+++ Exercise inputs
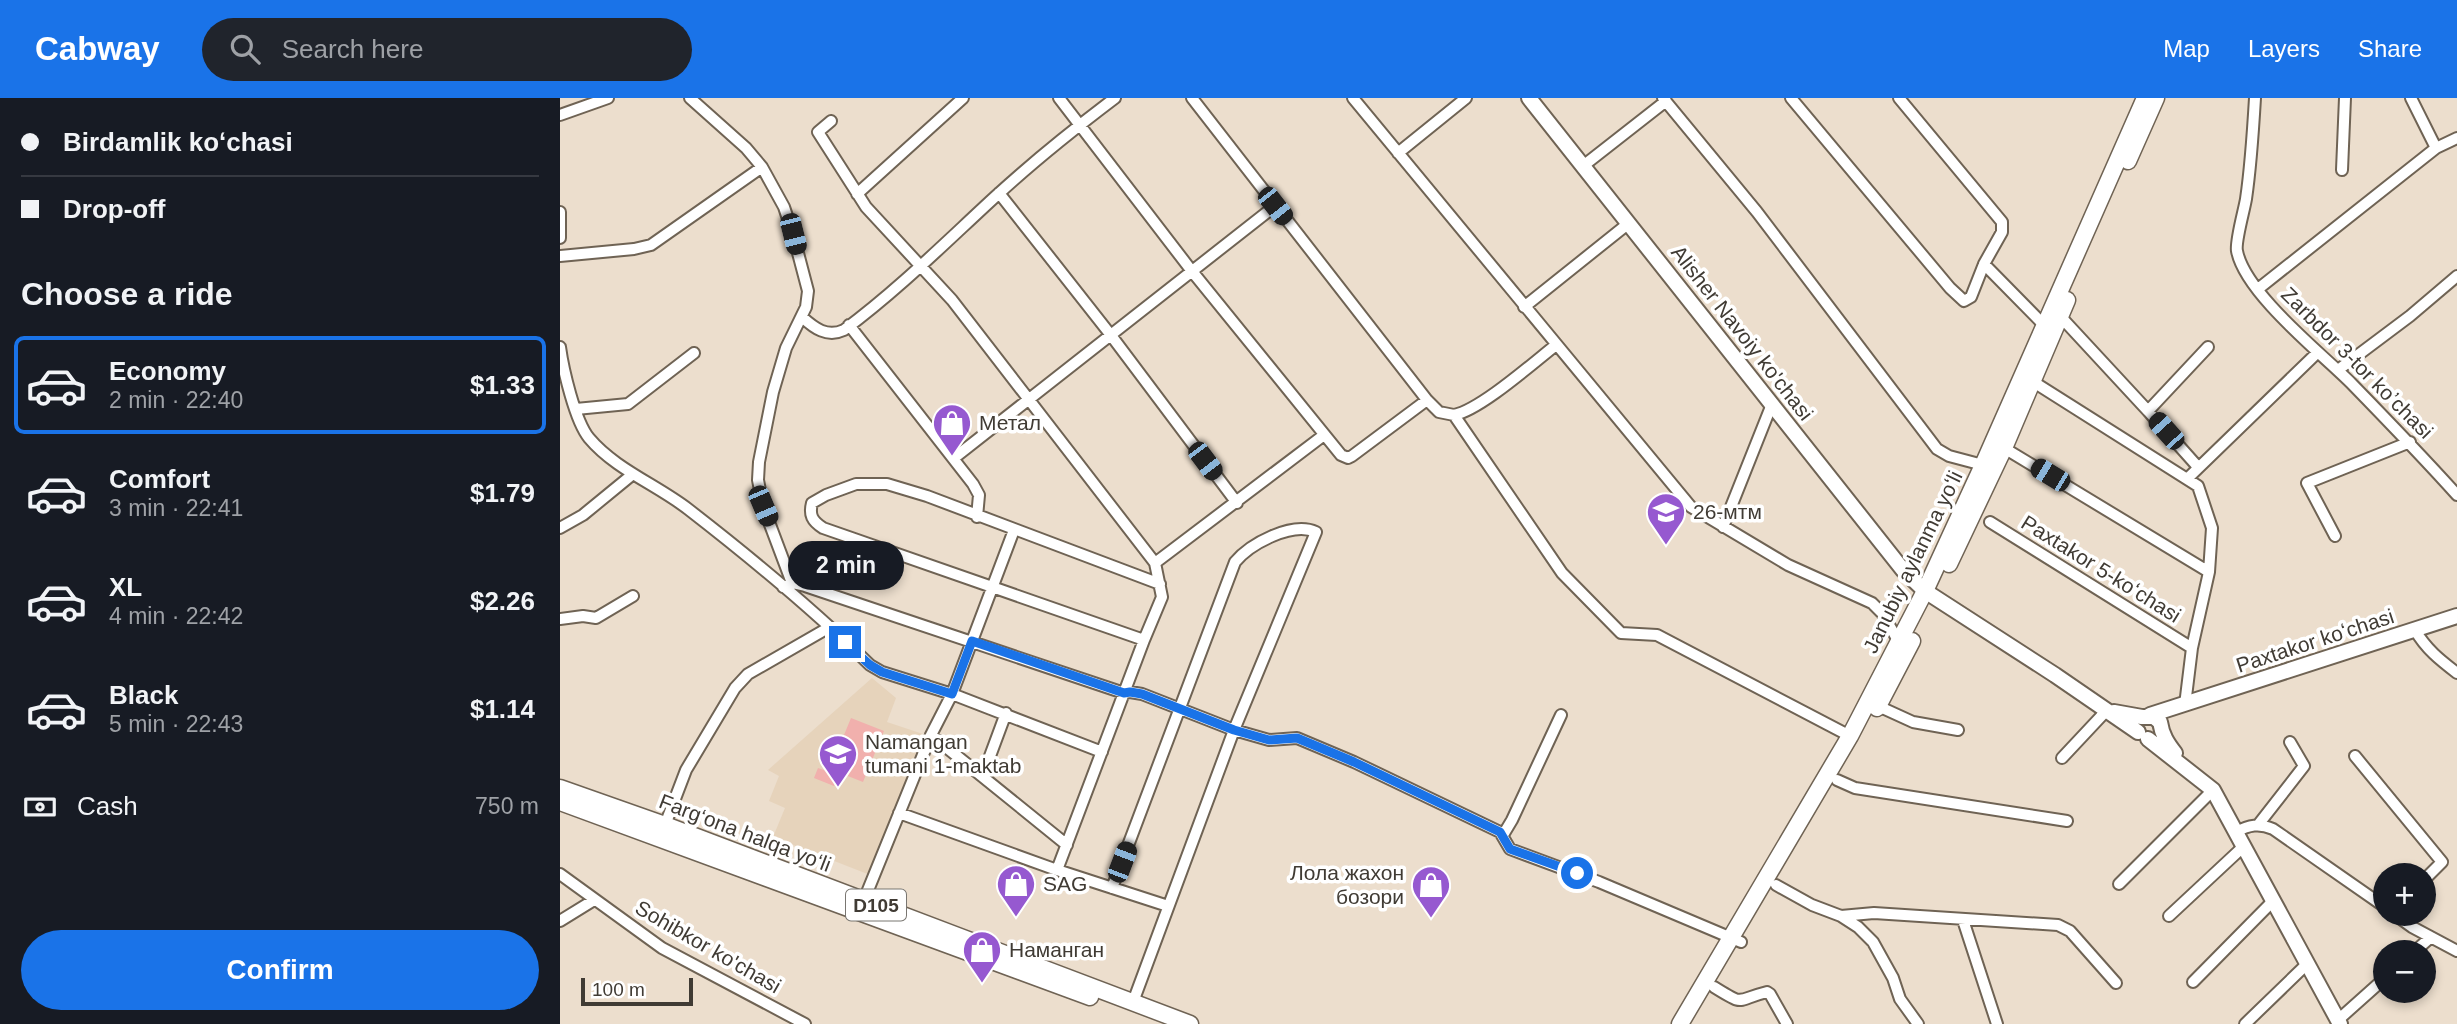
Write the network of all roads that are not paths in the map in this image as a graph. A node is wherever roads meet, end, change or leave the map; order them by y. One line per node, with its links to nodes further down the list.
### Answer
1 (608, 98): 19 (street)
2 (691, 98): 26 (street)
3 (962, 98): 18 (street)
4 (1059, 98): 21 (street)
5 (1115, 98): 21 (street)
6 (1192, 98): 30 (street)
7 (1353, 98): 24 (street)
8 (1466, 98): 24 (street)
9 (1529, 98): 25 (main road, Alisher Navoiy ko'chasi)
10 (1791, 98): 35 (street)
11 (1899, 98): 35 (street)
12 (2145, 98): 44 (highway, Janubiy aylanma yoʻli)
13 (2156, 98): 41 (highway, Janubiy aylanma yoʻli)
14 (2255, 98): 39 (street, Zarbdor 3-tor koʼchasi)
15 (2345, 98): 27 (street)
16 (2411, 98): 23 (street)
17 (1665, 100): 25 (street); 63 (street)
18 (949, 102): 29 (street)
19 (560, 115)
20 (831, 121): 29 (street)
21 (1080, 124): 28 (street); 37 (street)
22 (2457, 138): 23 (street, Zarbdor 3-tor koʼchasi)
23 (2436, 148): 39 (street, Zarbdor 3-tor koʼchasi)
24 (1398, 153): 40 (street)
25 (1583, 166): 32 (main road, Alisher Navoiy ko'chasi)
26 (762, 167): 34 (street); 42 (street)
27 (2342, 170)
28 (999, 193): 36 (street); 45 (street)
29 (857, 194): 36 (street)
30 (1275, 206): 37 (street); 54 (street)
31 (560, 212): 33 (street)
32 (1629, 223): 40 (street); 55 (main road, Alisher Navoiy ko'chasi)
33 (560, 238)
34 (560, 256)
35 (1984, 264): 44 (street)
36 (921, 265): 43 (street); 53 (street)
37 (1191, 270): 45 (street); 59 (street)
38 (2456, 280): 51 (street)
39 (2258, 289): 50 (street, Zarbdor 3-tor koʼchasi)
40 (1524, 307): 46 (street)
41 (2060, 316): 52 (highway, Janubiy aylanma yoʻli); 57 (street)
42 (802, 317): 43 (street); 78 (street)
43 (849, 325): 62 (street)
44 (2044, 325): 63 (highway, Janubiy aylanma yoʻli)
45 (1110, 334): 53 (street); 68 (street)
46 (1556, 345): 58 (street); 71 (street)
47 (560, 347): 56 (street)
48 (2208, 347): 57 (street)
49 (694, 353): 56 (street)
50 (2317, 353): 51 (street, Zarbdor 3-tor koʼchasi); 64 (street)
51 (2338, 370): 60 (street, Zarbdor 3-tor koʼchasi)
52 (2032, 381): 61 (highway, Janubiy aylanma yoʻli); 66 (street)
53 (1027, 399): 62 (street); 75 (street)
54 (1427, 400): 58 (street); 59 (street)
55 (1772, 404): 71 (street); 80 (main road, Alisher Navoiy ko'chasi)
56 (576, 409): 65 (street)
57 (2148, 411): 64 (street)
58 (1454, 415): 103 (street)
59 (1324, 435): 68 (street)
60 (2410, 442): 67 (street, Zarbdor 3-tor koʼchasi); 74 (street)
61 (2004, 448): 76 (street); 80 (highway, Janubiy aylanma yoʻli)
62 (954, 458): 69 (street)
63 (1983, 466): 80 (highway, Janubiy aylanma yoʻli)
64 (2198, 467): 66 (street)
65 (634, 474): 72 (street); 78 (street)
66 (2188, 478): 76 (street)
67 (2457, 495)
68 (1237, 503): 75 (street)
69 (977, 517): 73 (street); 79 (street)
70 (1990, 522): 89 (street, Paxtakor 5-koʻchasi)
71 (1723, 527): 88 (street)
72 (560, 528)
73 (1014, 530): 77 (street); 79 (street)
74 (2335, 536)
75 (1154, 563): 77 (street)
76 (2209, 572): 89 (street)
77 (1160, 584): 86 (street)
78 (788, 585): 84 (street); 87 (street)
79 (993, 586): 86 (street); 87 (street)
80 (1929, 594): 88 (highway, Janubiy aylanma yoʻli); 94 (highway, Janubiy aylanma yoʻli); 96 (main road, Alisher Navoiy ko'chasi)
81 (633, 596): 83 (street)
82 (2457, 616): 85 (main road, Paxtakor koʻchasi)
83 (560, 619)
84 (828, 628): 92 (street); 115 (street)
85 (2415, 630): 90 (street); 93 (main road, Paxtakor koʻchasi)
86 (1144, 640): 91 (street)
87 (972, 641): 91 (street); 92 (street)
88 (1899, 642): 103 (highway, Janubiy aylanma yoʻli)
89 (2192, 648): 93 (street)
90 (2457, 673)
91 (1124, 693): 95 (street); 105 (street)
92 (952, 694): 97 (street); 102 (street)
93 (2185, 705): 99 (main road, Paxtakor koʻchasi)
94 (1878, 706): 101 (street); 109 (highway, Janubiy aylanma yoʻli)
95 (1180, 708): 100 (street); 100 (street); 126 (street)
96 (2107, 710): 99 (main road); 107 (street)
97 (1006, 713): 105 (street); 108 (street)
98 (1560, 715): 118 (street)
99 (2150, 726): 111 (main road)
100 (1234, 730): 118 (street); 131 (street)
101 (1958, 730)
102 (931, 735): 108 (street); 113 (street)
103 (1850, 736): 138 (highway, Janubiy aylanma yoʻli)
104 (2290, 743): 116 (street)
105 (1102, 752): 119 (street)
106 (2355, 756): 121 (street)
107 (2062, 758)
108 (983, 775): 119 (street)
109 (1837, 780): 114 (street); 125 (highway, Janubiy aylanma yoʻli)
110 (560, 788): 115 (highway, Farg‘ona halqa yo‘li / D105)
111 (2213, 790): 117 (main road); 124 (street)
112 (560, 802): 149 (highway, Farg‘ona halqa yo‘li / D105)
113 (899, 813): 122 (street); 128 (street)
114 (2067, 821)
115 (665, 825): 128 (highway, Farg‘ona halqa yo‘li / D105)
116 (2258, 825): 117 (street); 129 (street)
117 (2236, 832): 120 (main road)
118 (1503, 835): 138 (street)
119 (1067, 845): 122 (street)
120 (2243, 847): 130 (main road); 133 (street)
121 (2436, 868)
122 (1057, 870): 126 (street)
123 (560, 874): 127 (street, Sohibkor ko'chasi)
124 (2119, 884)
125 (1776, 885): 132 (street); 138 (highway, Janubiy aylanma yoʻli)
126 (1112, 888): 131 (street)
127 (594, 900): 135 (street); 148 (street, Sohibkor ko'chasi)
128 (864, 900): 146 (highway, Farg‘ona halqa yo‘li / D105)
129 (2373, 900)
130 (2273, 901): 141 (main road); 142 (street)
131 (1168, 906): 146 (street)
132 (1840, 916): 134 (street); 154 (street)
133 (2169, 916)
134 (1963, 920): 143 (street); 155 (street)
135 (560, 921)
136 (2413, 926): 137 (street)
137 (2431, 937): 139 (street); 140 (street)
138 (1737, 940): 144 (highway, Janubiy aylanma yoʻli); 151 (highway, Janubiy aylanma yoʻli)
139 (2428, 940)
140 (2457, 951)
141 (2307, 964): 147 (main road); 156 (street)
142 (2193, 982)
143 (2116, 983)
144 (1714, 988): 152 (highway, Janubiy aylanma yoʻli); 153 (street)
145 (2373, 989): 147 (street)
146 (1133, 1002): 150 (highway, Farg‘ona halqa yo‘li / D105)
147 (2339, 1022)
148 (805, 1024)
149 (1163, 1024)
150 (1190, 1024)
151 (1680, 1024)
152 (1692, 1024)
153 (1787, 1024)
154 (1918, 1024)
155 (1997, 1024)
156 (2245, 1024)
++++++
# What is needed
An exact, image-free transcription of all the records above is needed.

# Response
Write the network of all roads that are not paths in the map in this image as a graph. A node is wherever roads meet, end, change or leave the map; order them by y. One line per node, with its links to nodes further down the list.
### Answer
1 (608, 98): 19 (street)
2 (691, 98): 26 (street)
3 (962, 98): 18 (street)
4 (1059, 98): 21 (street)
5 (1115, 98): 21 (street)
6 (1192, 98): 30 (street)
7 (1353, 98): 24 (street)
8 (1466, 98): 24 (street)
9 (1529, 98): 25 (main road, Alisher Navoiy ko'chasi)
10 (1791, 98): 35 (street)
11 (1899, 98): 35 (street)
12 (2145, 98): 44 (highway, Janubiy aylanma yoʻli)
13 (2156, 98): 41 (highway, Janubiy aylanma yoʻli)
14 (2255, 98): 39 (street, Zarbdor 3-tor koʼchasi)
15 (2345, 98): 27 (street)
16 (2411, 98): 23 (street)
17 (1665, 100): 25 (street); 63 (street)
18 (949, 102): 29 (street)
19 (560, 115)
20 (831, 121): 29 (street)
21 (1080, 124): 28 (street); 37 (street)
22 (2457, 138): 23 (street, Zarbdor 3-tor koʼchasi)
23 (2436, 148): 39 (street, Zarbdor 3-tor koʼchasi)
24 (1398, 153): 40 (street)
25 (1583, 166): 32 (main road, Alisher Navoiy ko'chasi)
26 (762, 167): 34 (street); 42 (street)
27 (2342, 170)
28 (999, 193): 36 (street); 45 (street)
29 (857, 194): 36 (street)
30 (1275, 206): 37 (street); 54 (street)
31 (560, 212): 33 (street)
32 (1629, 223): 40 (street); 55 (main road, Alisher Navoiy ko'chasi)
33 (560, 238)
34 (560, 256)
35 (1984, 264): 44 (street)
36 (921, 265): 43 (street); 53 (street)
37 (1191, 270): 45 (street); 59 (street)
38 (2456, 280): 51 (street)
39 (2258, 289): 50 (street, Zarbdor 3-tor koʼchasi)
40 (1524, 307): 46 (street)
41 (2060, 316): 52 (highway, Janubiy aylanma yoʻli); 57 (street)
42 (802, 317): 43 (street); 78 (street)
43 (849, 325): 62 (street)
44 (2044, 325): 63 (highway, Janubiy aylanma yoʻli)
45 (1110, 334): 53 (street); 68 (street)
46 (1556, 345): 58 (street); 71 (street)
47 (560, 347): 56 (street)
48 (2208, 347): 57 (street)
49 (694, 353): 56 (street)
50 (2317, 353): 51 (street, Zarbdor 3-tor koʼchasi); 64 (street)
51 (2338, 370): 60 (street, Zarbdor 3-tor koʼchasi)
52 (2032, 381): 61 (highway, Janubiy aylanma yoʻli); 66 (street)
53 (1027, 399): 62 (street); 75 (street)
54 (1427, 400): 58 (street); 59 (street)
55 (1772, 404): 71 (street); 80 (main road, Alisher Navoiy ko'chasi)
56 (576, 409): 65 (street)
57 (2148, 411): 64 (street)
58 (1454, 415): 103 (street)
59 (1324, 435): 68 (street)
60 (2410, 442): 67 (street, Zarbdor 3-tor koʼchasi); 74 (street)
61 (2004, 448): 76 (street); 80 (highway, Janubiy aylanma yoʻli)
62 (954, 458): 69 (street)
63 (1983, 466): 80 (highway, Janubiy aylanma yoʻli)
64 (2198, 467): 66 (street)
65 (634, 474): 72 (street); 78 (street)
66 (2188, 478): 76 (street)
67 (2457, 495)
68 (1237, 503): 75 (street)
69 (977, 517): 73 (street); 79 (street)
70 (1990, 522): 89 (street, Paxtakor 5-koʻchasi)
71 (1723, 527): 88 (street)
72 (560, 528)
73 (1014, 530): 77 (street); 79 (street)
74 (2335, 536)
75 (1154, 563): 77 (street)
76 (2209, 572): 89 (street)
77 (1160, 584): 86 (street)
78 (788, 585): 84 (street); 87 (street)
79 (993, 586): 86 (street); 87 (street)
80 (1929, 594): 88 (highway, Janubiy aylanma yoʻli); 94 (highway, Janubiy aylanma yoʻli); 96 (main road, Alisher Navoiy ko'chasi)
81 (633, 596): 83 (street)
82 (2457, 616): 85 (main road, Paxtakor koʻchasi)
83 (560, 619)
84 (828, 628): 92 (street); 115 (street)
85 (2415, 630): 90 (street); 93 (main road, Paxtakor koʻchasi)
86 (1144, 640): 91 (street)
87 (972, 641): 91 (street); 92 (street)
88 (1899, 642): 103 (highway, Janubiy aylanma yoʻli)
89 (2192, 648): 93 (street)
90 (2457, 673)
91 (1124, 693): 95 (street); 105 (street)
92 (952, 694): 97 (street); 102 (street)
93 (2185, 705): 99 (main road, Paxtakor koʻchasi)
94 (1878, 706): 101 (street); 109 (highway, Janubiy aylanma yoʻli)
95 (1180, 708): 100 (street); 100 (street); 126 (street)
96 (2107, 710): 99 (main road); 107 (street)
97 (1006, 713): 105 (street); 108 (street)
98 (1560, 715): 118 (street)
99 (2150, 726): 111 (main road)
100 (1234, 730): 118 (street); 131 (street)
101 (1958, 730)
102 (931, 735): 108 (street); 113 (street)
103 (1850, 736): 138 (highway, Janubiy aylanma yoʻli)
104 (2290, 743): 116 (street)
105 (1102, 752): 119 (street)
106 (2355, 756): 121 (street)
107 (2062, 758)
108 (983, 775): 119 (street)
109 (1837, 780): 114 (street); 125 (highway, Janubiy aylanma yoʻli)
110 (560, 788): 115 (highway, Farg‘ona halqa yo‘li / D105)
111 (2213, 790): 117 (main road); 124 (street)
112 (560, 802): 149 (highway, Farg‘ona halqa yo‘li / D105)
113 (899, 813): 122 (street); 128 (street)
114 (2067, 821)
115 (665, 825): 128 (highway, Farg‘ona halqa yo‘li / D105)
116 (2258, 825): 117 (street); 129 (street)
117 (2236, 832): 120 (main road)
118 (1503, 835): 138 (street)
119 (1067, 845): 122 (street)
120 (2243, 847): 130 (main road); 133 (street)
121 (2436, 868)
122 (1057, 870): 126 (street)
123 (560, 874): 127 (street, Sohibkor ko'chasi)
124 (2119, 884)
125 (1776, 885): 132 (street); 138 (highway, Janubiy aylanma yoʻli)
126 (1112, 888): 131 (street)
127 (594, 900): 135 (street); 148 (street, Sohibkor ko'chasi)
128 (864, 900): 146 (highway, Farg‘ona halqa yo‘li / D105)
129 (2373, 900)
130 (2273, 901): 141 (main road); 142 (street)
131 (1168, 906): 146 (street)
132 (1840, 916): 134 (street); 154 (street)
133 (2169, 916)
134 (1963, 920): 143 (street); 155 (street)
135 (560, 921)
136 (2413, 926): 137 (street)
137 (2431, 937): 139 (street); 140 (street)
138 (1737, 940): 144 (highway, Janubiy aylanma yoʻli); 151 (highway, Janubiy aylanma yoʻli)
139 (2428, 940)
140 (2457, 951)
141 (2307, 964): 147 (main road); 156 (street)
142 (2193, 982)
143 (2116, 983)
144 (1714, 988): 152 (highway, Janubiy aylanma yoʻli); 153 (street)
145 (2373, 989): 147 (street)
146 (1133, 1002): 150 (highway, Farg‘ona halqa yo‘li / D105)
147 (2339, 1022)
148 (805, 1024)
149 (1163, 1024)
150 (1190, 1024)
151 (1680, 1024)
152 (1692, 1024)
153 (1787, 1024)
154 (1918, 1024)
155 (1997, 1024)
156 (2245, 1024)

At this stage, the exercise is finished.